Exercise description: Whenever a line contains the string "Tordesillas", copy it out of the entries.

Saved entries
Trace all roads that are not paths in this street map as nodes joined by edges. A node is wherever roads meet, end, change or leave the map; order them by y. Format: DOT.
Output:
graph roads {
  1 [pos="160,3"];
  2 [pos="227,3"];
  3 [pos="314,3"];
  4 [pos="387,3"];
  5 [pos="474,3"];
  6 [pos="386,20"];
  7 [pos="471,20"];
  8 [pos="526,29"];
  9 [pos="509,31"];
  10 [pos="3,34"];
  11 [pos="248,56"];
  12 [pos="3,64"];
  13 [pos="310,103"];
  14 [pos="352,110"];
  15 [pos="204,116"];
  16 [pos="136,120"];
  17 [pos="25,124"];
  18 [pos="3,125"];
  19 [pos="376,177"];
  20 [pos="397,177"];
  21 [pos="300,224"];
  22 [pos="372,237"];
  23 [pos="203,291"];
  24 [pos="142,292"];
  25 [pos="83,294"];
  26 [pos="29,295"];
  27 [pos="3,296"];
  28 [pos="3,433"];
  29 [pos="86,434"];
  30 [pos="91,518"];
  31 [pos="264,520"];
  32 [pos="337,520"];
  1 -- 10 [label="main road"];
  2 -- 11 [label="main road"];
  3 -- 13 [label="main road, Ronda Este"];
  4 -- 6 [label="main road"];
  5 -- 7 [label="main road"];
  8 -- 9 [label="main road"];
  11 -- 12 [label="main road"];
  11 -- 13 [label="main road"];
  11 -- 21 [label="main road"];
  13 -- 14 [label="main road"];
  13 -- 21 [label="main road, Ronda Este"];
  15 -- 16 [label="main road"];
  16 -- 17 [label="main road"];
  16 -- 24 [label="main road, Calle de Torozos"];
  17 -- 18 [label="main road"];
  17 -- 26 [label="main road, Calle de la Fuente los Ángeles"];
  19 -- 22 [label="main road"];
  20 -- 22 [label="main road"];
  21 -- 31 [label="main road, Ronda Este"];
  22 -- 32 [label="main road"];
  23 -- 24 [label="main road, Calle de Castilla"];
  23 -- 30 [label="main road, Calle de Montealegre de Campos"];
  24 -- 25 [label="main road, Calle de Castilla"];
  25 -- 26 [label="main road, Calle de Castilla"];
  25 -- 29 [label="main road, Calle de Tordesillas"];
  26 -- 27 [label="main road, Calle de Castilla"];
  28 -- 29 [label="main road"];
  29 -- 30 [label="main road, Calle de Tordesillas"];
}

Answer to the exercise:
  25 -- 29 [label="main road, Calle de Tordesillas"];
  29 -- 30 [label="main road, Calle de Tordesillas"];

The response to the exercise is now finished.